| Excerpted data |
———
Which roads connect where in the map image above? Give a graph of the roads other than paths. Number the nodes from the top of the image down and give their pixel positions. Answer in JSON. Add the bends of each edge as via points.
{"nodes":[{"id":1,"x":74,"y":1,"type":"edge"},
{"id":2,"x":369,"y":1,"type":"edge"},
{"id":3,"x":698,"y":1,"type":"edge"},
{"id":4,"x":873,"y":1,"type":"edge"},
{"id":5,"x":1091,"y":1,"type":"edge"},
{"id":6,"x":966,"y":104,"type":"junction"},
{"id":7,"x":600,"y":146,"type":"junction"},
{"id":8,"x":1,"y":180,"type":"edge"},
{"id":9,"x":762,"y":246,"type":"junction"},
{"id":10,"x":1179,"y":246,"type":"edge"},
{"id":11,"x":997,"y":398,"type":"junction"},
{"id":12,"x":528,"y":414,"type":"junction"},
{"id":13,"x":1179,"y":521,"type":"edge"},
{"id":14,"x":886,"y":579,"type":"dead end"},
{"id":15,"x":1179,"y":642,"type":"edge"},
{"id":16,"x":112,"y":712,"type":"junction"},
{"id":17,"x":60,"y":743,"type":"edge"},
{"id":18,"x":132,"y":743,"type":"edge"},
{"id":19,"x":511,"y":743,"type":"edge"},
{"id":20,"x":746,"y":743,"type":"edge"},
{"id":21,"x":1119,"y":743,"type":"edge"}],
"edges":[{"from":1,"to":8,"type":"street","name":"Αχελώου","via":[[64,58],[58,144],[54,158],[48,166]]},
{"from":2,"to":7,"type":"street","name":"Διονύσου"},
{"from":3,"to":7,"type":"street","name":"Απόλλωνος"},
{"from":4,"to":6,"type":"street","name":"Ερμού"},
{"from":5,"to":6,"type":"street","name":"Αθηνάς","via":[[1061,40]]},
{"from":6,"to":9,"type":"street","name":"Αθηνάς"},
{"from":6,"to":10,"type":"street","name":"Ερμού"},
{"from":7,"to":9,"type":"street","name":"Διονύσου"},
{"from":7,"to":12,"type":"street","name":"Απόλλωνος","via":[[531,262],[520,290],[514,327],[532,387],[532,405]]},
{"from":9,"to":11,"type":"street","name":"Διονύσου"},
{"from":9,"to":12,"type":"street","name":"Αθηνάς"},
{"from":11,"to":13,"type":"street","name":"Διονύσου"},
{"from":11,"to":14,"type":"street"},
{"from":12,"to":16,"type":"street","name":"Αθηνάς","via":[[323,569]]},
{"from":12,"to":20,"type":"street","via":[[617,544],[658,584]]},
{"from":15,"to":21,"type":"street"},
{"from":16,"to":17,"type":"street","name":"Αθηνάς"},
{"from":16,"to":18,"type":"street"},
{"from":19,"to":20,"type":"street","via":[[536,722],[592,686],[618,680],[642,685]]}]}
———
| Assignment |
Each line of the listing should be retyped exactly, with nothing left out.

| Written solution |
Which roads connect where in the map image above? Give a graph of the roads other than paths. Number the nodes from the top of the image down and give their pixel positions. Answer in JSON. Add the bends of each edge as via points.
{"nodes":[{"id":1,"x":74,"y":1,"type":"edge"},
{"id":2,"x":369,"y":1,"type":"edge"},
{"id":3,"x":698,"y":1,"type":"edge"},
{"id":4,"x":873,"y":1,"type":"edge"},
{"id":5,"x":1091,"y":1,"type":"edge"},
{"id":6,"x":966,"y":104,"type":"junction"},
{"id":7,"x":600,"y":146,"type":"junction"},
{"id":8,"x":1,"y":180,"type":"edge"},
{"id":9,"x":762,"y":246,"type":"junction"},
{"id":10,"x":1179,"y":246,"type":"edge"},
{"id":11,"x":997,"y":398,"type":"junction"},
{"id":12,"x":528,"y":414,"type":"junction"},
{"id":13,"x":1179,"y":521,"type":"edge"},
{"id":14,"x":886,"y":579,"type":"dead end"},
{"id":15,"x":1179,"y":642,"type":"edge"},
{"id":16,"x":112,"y":712,"type":"junction"},
{"id":17,"x":60,"y":743,"type":"edge"},
{"id":18,"x":132,"y":743,"type":"edge"},
{"id":19,"x":511,"y":743,"type":"edge"},
{"id":20,"x":746,"y":743,"type":"edge"},
{"id":21,"x":1119,"y":743,"type":"edge"}],
"edges":[{"from":1,"to":8,"type":"street","name":"Αχελώου","via":[[64,58],[58,144],[54,158],[48,166]]},
{"from":2,"to":7,"type":"street","name":"Διονύσου"},
{"from":3,"to":7,"type":"street","name":"Απόλλωνος"},
{"from":4,"to":6,"type":"street","name":"Ερμού"},
{"from":5,"to":6,"type":"street","name":"Αθηνάς","via":[[1061,40]]},
{"from":6,"to":9,"type":"street","name":"Αθηνάς"},
{"from":6,"to":10,"type":"street","name":"Ερμού"},
{"from":7,"to":9,"type":"street","name":"Διονύσου"},
{"from":7,"to":12,"type":"street","name":"Απόλλωνος","via":[[531,262],[520,290],[514,327],[532,387],[532,405]]},
{"from":9,"to":11,"type":"street","name":"Διονύσου"},
{"from":9,"to":12,"type":"street","name":"Αθηνάς"},
{"from":11,"to":13,"type":"street","name":"Διονύσου"},
{"from":11,"to":14,"type":"street"},
{"from":12,"to":16,"type":"street","name":"Αθηνάς","via":[[323,569]]},
{"from":12,"to":20,"type":"street","via":[[617,544],[658,584]]},
{"from":15,"to":21,"type":"street"},
{"from":16,"to":17,"type":"street","name":"Αθηνάς"},
{"from":16,"to":18,"type":"street"},
{"from":19,"to":20,"type":"street","via":[[536,722],[592,686],[618,680],[642,685]]}]}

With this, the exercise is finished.